For the parents out there, you know finding affordable childcare is a challenge.

Early childhood education is a critical component in the lives of our youngest neighbors. But for so many, finding a quality educational provider at a rate parents can afford is a Herculean feat. That’s why Children’s Harbor in the Hampton Roads region has established a model that prioritizes quality of care, without the high-dollar price tag.

Children’s Harbor is a 501(c)3 nonprofit that operates five child development centers across the Hampton Roads region, including locations in Ghent, Chesapeake, Suffolk, Old Town and the Eastern Shore. The centers provide care and education to children ages six weeks to age 10 before and after school.

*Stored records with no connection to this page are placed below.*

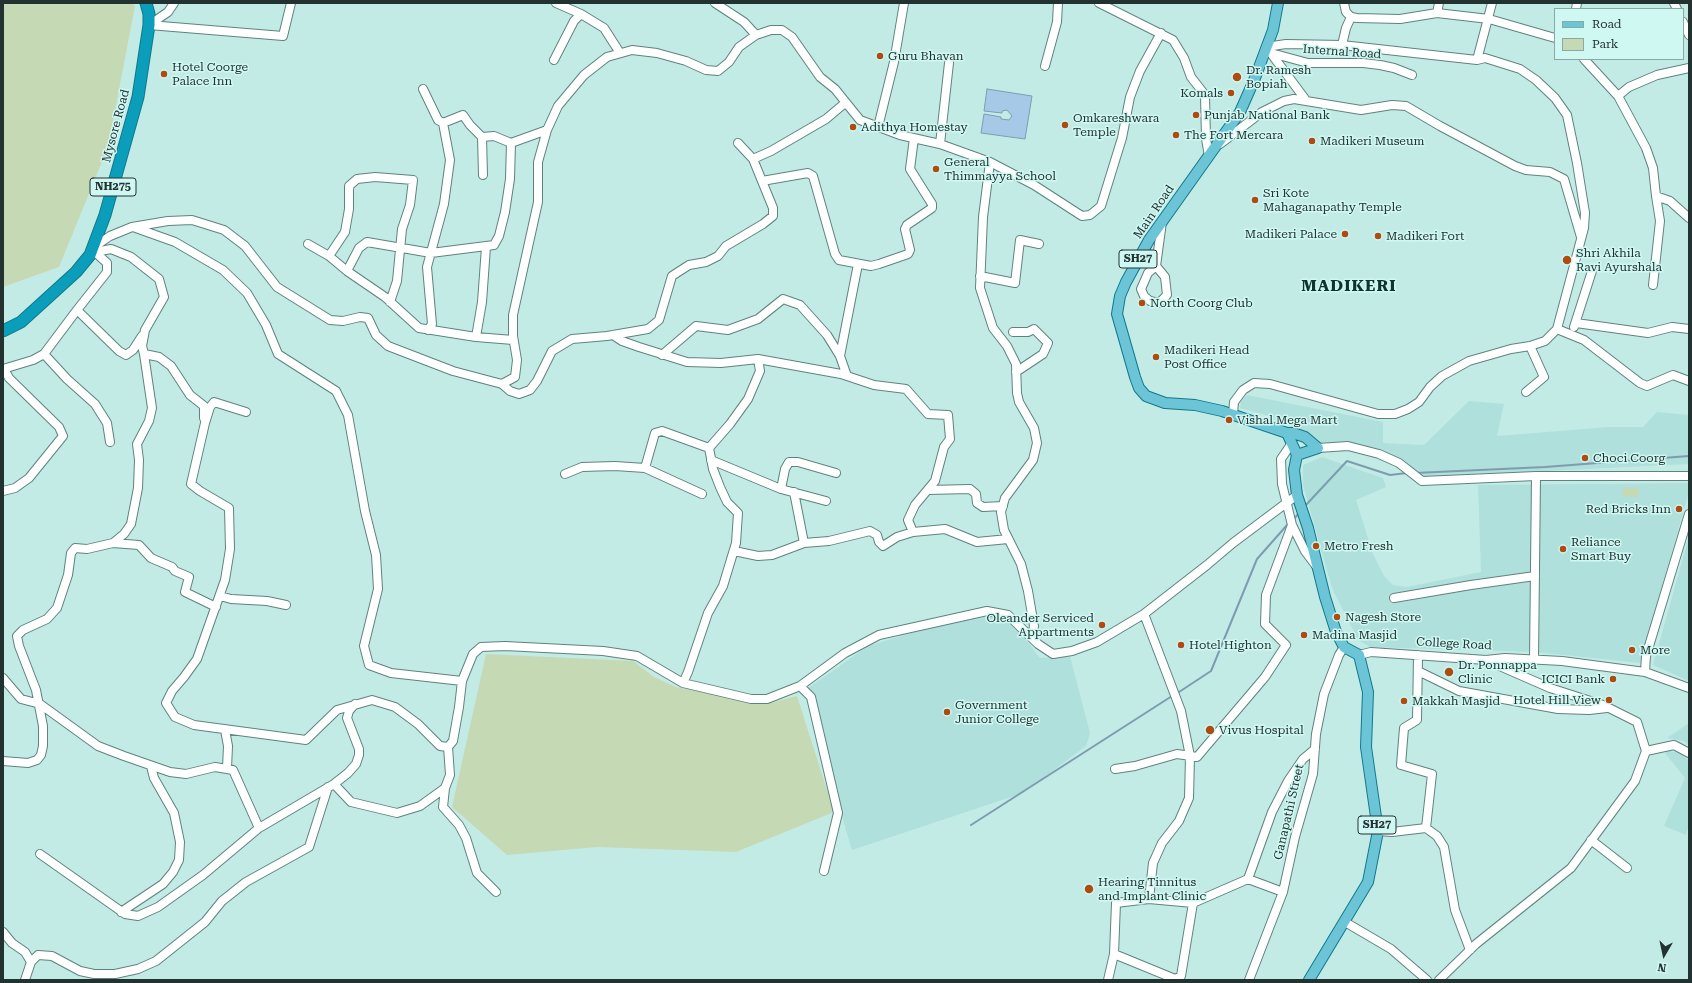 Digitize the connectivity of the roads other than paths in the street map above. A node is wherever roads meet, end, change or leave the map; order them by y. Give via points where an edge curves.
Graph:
1 (146, 3) edge
2 (174, 3) edge
3 (291, 3) edge
4 (556, 3) edge
5 (715, 3) edge
6 (904, 3) edge
7 (1058, 3) edge
8 (1099, 3) edge
9 (1115, 3) edge
10 (1278, 3) edge
11 (1344, 3) edge
12 (1439, 3) edge
13 (1492, 3) edge
14 (1437, 12) junction
15 (1117, 13) junction
16 (581, 14) junction
17 (1351, 17) junction
18 (1489, 19) junction
19 (1684, 24) edge
20 (149, 25) junction
21 (1161, 33) junction
22 (756, 35) junction
23 (1689, 35) edge
24 (1554, 38) edge
25 (1342, 45) junction
26 (1268, 50) junction
27 (620, 53) junction
28 (554, 60) dead end
29 (1477, 60) junction
30 (1585, 60) edge
31 (949, 63) dead end
32 (1045, 66) dead end
33 (1689, 68) edge
34 (1412, 75) dead end
35 (423, 89) dead end
36 (1618, 96) junction
37 (1305, 99) junction
38 (845, 103) junction
39 (443, 123) junction
40 (878, 127) junction
41 (547, 130) junction
42 (482, 137) junction
43 (914, 138) junction
44 (511, 143) junction
45 (738, 143) dead end
46 (940, 144) junction
47 (1216, 147) junction
48 (1209, 156) junction
49 (753, 159) junction
50 (990, 162) junction
51 (483, 175) dead end
52 (762, 181) junction
53 (1656, 196) junction
54 (1688, 216) edge
55 (1162, 222) junction
56 (132, 227) junction
57 (1581, 239) junction
58 (308, 244) dead end
59 (1039, 244) dead end
60 (486, 246) junction
61 (399, 247) junction
62 (93, 251) junction
63 (431, 253) junction
64 (329, 256) junction
65 (858, 264) junction
66 (1156, 266) dead end
67 (347, 271) junction
68 (1592, 271) dead end
69 (980, 276) junction
70 (1653, 285) dead end
71 (390, 302) junction
72 (77, 310) junction
73 (1576, 323) junction
74 (1557, 329) junction
75 (1689, 329) edge
76 (145, 330) junction
77 (428, 330) junction
78 (3, 331) edge
79 (1013, 332) dead end
80 (1572, 334) junction
81 (613, 335) junction
82 (476, 337) junction
83 (513, 340) junction
84 (1530, 346) junction
85 (44, 354) junction
86 (144, 354) junction
87 (662, 355) junction
88 (840, 356) junction
89 (758, 359) junction
90 (3, 369) edge
91 (1016, 372) junction
92 (847, 376) junction
93 (1689, 381) edge
94 (502, 384) junction
95 (1526, 392) dead end
96 (246, 412) dead end
97 (1233, 414) junction
98 (204, 423) junction
99 (1287, 433) junction
100 (110, 442) dead end
101 (1292, 443) junction
102 (709, 448) junction
103 (1318, 448) junction
104 (1297, 455) junction
105 (711, 460) junction
106 (645, 468) junction
107 (836, 473) dead end
108 (565, 474) dead end
109 (1536, 476) junction
110 (1689, 476) edge
111 (781, 489) junction
112 (928, 490) junction
113 (3, 491) edge
114 (794, 492) junction
115 (702, 494) dead end
116 (1297, 495) junction
117 (826, 501) dead end
118 (1287, 503) junction
119 (1003, 506) junction
120 (1689, 514) edge
121 (1292, 525) junction
122 (913, 532) junction
123 (1008, 539) junction
124 (114, 543) junction
125 (804, 543) junction
126 (734, 551) junction
127 (1318, 569) junction
128 (1536, 576) junction
129 (220, 596) junction
130 (1394, 598) dead end
131 (286, 605) dead end
132 (216, 607) junction
133 (1144, 614) junction
134 (1032, 638) junction
135 (1344, 647) junction
136 (1360, 655) junction
137 (1418, 655) junction
138 (1486, 660) junction
139 (1534, 660) junction
140 (1418, 671) junction
141 (1645, 672) junction
142 (3, 678) edge
143 (462, 681) junction
144 (683, 683) junction
145 (800, 686) junction
146 (1689, 688) edge
147 (40, 704) junction
148 (355, 704) junction
149 (1609, 708) junction
150 (225, 730) junction
151 (448, 747) junction
152 (1315, 749) junction
153 (1646, 751) junction
154 (1689, 753) edge
155 (1190, 756) junction
156 (3, 761) edge
157 (152, 766) junction
158 (227, 768) junction
159 (1115, 769) dead end
160 (331, 786) junction
161 (445, 788) junction
162 (260, 828) junction
163 (1426, 828) junction
164 (1378, 831) junction
165 (1591, 840) junction
166 (40, 854) dead end
167 (1627, 868) dead end
168 (824, 871) dead end
169 (1248, 879) junction
170 (496, 892) dead end
171 (1283, 892) junction
172 (1149, 899) junction
173 (1193, 903) junction
174 (121, 912) junction
175 (1345, 922) junction
176 (3, 932) edge
177 (1470, 950) junction
178 (1114, 954) junction
179 (31, 962) junction
180 (25, 980) edge
181 (1108, 980) edge
182 (1176, 980) edge
183 (1249, 980) edge
184 (1309, 980) edge
185 (1427, 980) edge
186 (1439, 980) edge

1 - 20 highway, Mysore Road / NH275
2 - 20 street via 168,12
3 - 20 street via 283,36
4 - 16 street
5 - 22 street via 744,22
6 - 40 street via 894,62
7 - 32 street via 1057,22
8 - 15 street
9 - 15 street
10 - 26 main road, Main Road / SH27
11 - 17 street via 1346,12
12 - 14 street
13 - 18 street
14 - 17 street via 1400,19
14 - 18 street
15 - 21 street
16 - 27 street via 604,28
16 - 28 street via 574,21
17 - 25 street
18 - 24 street
18 - 29 street
19 - 23 street
20 - 62 highway, Mysore Road / NH275 via 138,97
21 - 48 street via 1173,40 1191,76 1205,95
21 - 50 street via 1140,71 1130,97 1122,138 1101,206 1090,215 1082,216 1034,185
22 - 27 street via 739,47 729,62 718,71 706,70 657,53 632,50
22 - 38 street via 771,30 782,30 792,37 820,77 835,89
25 - 26 street via 1286,44
25 - 29 street
26 - 34 street, Internal Road via 1308,63 1363,63 1394,68
26 - 37 street
26 - 47 main road, Main Road / SH27 via 1240,112
27 - 41 street via 607,57 584,75 558,106
29 - 57 street via 1485,58 1520,69 1555,98 1567,115 1585,213
30 - 36 street
31 - 46 street
33 - 36 street via 1656,75 1629,87
35 - 39 street via 438,120
36 - 53 street via 1646,148 1653,168
37 - 47 street via 1294,99 1276,105
37 - 57 street via 1343,109 1406,106 1515,166 1558,175 1564,179 1567,186
38 - 40 street via 860,120
38 - 49 street via 826,119
39 - 42 street via 464,114 470,125
39 - 63 street via 450,160 444,204
40 - 43 street
41 - 44 street
41 - 83 street via 538,162 538,202 513,315
42 - 44 street via 494,136
42 - 51 street
43 - 46 street
43 - 65 street via 910,169 932,208 907,225 905,229 910,250 908,254 871,266
44 - 60 street via 510,179 499,236 494,245
45 - 49 street
46 - 50 street
47 - 48 main road, Main Road / SH27
48 - 55 main road, Main Road / SH27
49 - 52 street
50 - 69 street via 983,217
52 - 65 street via 808,173 813,176 835,254 839,260
52 - 81 street via 773,208 773,216 726,246 718,256 706,262 689,265 672,276 659,320 648,329
53 - 54 street via 1670,201
53 - 70 street via 1660,221
55 - 66 street
55 - 97 main road, Main Road / SH27 via 1126,282 1118,306 1118,324 1134,377 1146,396 1155,401 1207,407
56 - 62 street via 110,236
56 - 94 street via 168,220 192,220 224,230 245,246 277,287 330,320 368,318 376,335 388,346 453,371
56 - 143 street via 175,242 223,270 247,293 266,325 278,354 336,391 348,415 376,555 378,589 364,646 369,666 391,673
57 - 74 street
58 - 64 street
59 - 69 street via 1020,240 1015,283
60 - 63 street
60 - 82 street via 482,302
61 - 63 street
61 - 64 street via 410,205 413,180 375,177 357,179 349,186 345,232
61 - 67 street via 367,242 359,248
61 - 71 street via 396,281
62 - 72 street via 107,263 107,272
62 - 76 street via 111,249 130,257 159,279 164,297
62 - 78 highway, Mysore Road / NH275 via 76,272 21,322
63 - 77 street via 427,267 432,324
64 - 67 street
65 - 88 street
67 - 71 street
68 - 73 street
69 - 91 street via 980,288 993,328 1007,346 1016,364
71 - 77 street via 419,328
72 - 76 street via 126,355 133,350
72 - 85 street
73 - 75 street via 1648,333 1672,327
73 - 80 street
74 - 80 street
74 - 84 street via 1545,341
76 - 86 street via 142,346
77 - 82 street
79 - 91 street via 1028,332 1034,328 1048,343 1043,354
80 - 93 street via 1647,386 1673,375
81 - 87 street via 622,341
81 - 94 street via 572,339 552,351 530,390 519,394
82 - 83 street
83 - 94 street via 517,360 515,377
84 - 95 street via 1544,377
84 - 97 street via 1469,361 1442,376 1419,402 1408,410 1395,414 1378,414 1270,384 1254,383 1243,390 1234,402
85 - 90 street
85 - 100 street via 95,404 108,423
86 - 98 street via 159,357 171,366 190,395 204,406
86 - 124 street via 152,408 149,421 137,444 138,488 131,524
87 - 88 street via 696,326 728,330 758,319 783,299 800,305 827,335
87 - 89 street via 687,362 721,363
88 - 92 street
89 - 92 street
89 - 102 street via 760,371 748,399
90 - 113 street via 59,427 63,436 29,478 15,488
91 - 119 street via 1019,402 1034,428 1037,443 1033,460 1005,498
92 - 112 street via 874,385 906,389 928,414 948,416 950,439 944,447 935,481
96 - 98 street via 214,402
97 - 99 main road, Main Road / SH27
98 - 129 street via 191,484 229,508 230,549
99 - 101 main road
99 - 103 main road, SH27 via 1305,437
101 - 104 main road
101 - 118 street via 1281,459 1282,484
102 - 105 street
102 - 106 street via 662,431 655,433
103 - 104 main road
103 - 109 street via 1348,446 1379,454 1399,463 1422,481
104 - 116 main road via 1294,470
105 - 111 street
105 - 126 street via 727,502 738,513
106 - 108 street via 582,468
106 - 115 street
107 - 111 street via 790,462 785,469
109 - 110 street
109 - 128 street
111 - 114 street
112 - 119 street via 970,489 976,494 977,503 983,507
112 - 122 street via 915,505 908,520
114 - 117 street
114 - 125 street
116 - 118 street
116 - 127 main road
118 - 121 street
118 - 133 street via 1232,543
119 - 123 street via 1002,518
120 - 141 street via 1646,656
121 - 127 street via 1304,551
121 - 155 street via 1266,595 1265,609 1265,624 1286,645 1265,677 1197,757
122 - 123 street via 945,529 977,542
122 - 125 street via 897,537 883,546 877,535 870,531 829,541
123 - 134 street via 1021,564 1028,591 1034,626
124 - 132 street via 139,545 151,558 172,566 175,572 189,576 185,592
124 - 147 street via 87,549 75,548 71,553 68,575 57,608 47,619 23,630 17,636
125 - 126 street via 772,555 758,556
126 - 144 street via 723,586 708,613
127 - 135 main road via 1334,625
128 - 130 street
128 - 139 street
129 - 131 street
129 - 132 street
132 - 150 street via 197,659 172,691 166,703 175,717 194,725
133 - 134 street via 1097,642 1072,651 1053,654
133 - 155 street via 1181,711
134 - 145 street via 1008,615 987,611 879,635 845,653
135 - 136 main road
135 - 152 street, Ganapathi Street via 1324,694
136 - 137 street, College Road via 1371,652
136 - 164 main road, SH27 via 1368,692 1366,747
137 - 138 street, College Road
137 - 140 street
138 - 139 street, College Road
138 - 149 street via 1550,688
139 - 141 street, College Road via 1562,661
140 - 149 street via 1459,691 1558,708
140 - 163 street via 1417,720 1404,728 1401,765 1432,774
141 - 146 street, College Road
142 - 147 street via 21,699
143 - 144 street via 474,654 481,647 505,646 603,651 637,656
143 - 151 street via 453,741
144 - 145 street via 751,699 767,699
145 - 168 street via 811,697 838,813
147 - 156 street via 43,726 41,755 37,760 28,763
147 - 157 street via 98,746
148 - 150 street via 337,710 306,740
148 - 151 street via 372,700 395,707 418,724 440,746
148 - 160 street via 347,718 359,755 356,764
149 - 153 street via 1637,722
150 - 158 street via 228,746
151 - 161 street via 450,775
152 - 169 street via 1303,759 1272,812
152 - 171 street, Ganapathi Street via 1313,774
153 - 154 street via 1674,746
153 - 165 street via 1635,781
155 - 159 street via 1177,754
155 - 172 street via 1189,798 1179,821 1162,843 1153,863
157 - 158 street via 186,774 215,767
157 - 174 street via 154,778 174,813 180,842 179,860 163,884
158 - 162 street via 233,770
160 - 161 street via 351,802 397,813 420,806
160 - 162 street
160 - 179 street via 309,847 246,882 222,901 205,922 156,961 138,969 115,974 80,971 52,956 38,955
161 - 170 street via 443,807 459,825 466,838 477,873
162 - 174 street via 203,875 158,907 138,916
163 - 164 street
163 - 177 street via 1437,836 1444,847 1455,910
164 - 175 main road, SH27 via 1368,882
165 - 167 street
165 - 177 street via 1570,868
166 - 174 street
169 - 171 street
169 - 173 street
171 - 183 street, Ganapathi Street
172 - 173 street
172 - 178 street via 1116,903
173 - 182 street via 1181,976
175 - 184 main road, SH27
175 - 185 street via 1391,949
176 - 179 street via 12,943 25,952
177 - 186 street
178 - 181 street
178 - 182 street
179 - 180 street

The organization operates with a mix of tuition, grant funding, subsidies and community donations. As a nonprofit, the organization can solicit unrestricted funds to go back into its general operations budget that can be used for a variety of things – like teacher incentives and supplies – while grant funding typically is connected to something specific. For example, Children’s Harbor participates in the USDA’s Child Care Food Program, which means it gets reimbursed for meals if it follows a set of defined standards.

“We have grants and subsidies, which makes our childcare more affordable than a lot of the other childcare agencies,” said April Hatfield, an HR generalist at Children’s Harbor. “It makes everything more affordable to families, but doesn’t change the quality of the care.”

Its 501(c)3 status also opens the doors to more funding opportunities that it would not have been eligible for without.

With its lower price tag and higher-than-average certification standards for its teachers, Children’s Harbor’s reputation precedes itself. As workforce issues have trickled down and impacted families who need childcare, demand has continued to increase.

“We have wait lists at all of our centers for children we can’t accept right now because we don’t have enough teachers,” Hatfield said. “Families call and they know our centers and our reputation. I can’t put them on the waitlist because there’s a waitlist for the waitlist.”

What can the community do to support the organization?

Children’s Harbor participates in Give Local 757, a dedicated giving period in the spring that helped bring in almost $10,000 last yearthe nonprofit. It also recently hosted a Paint and Sip fundraising event to help boost those unrestricted funds to go back to things like teacher salary, bonuses and recruitment.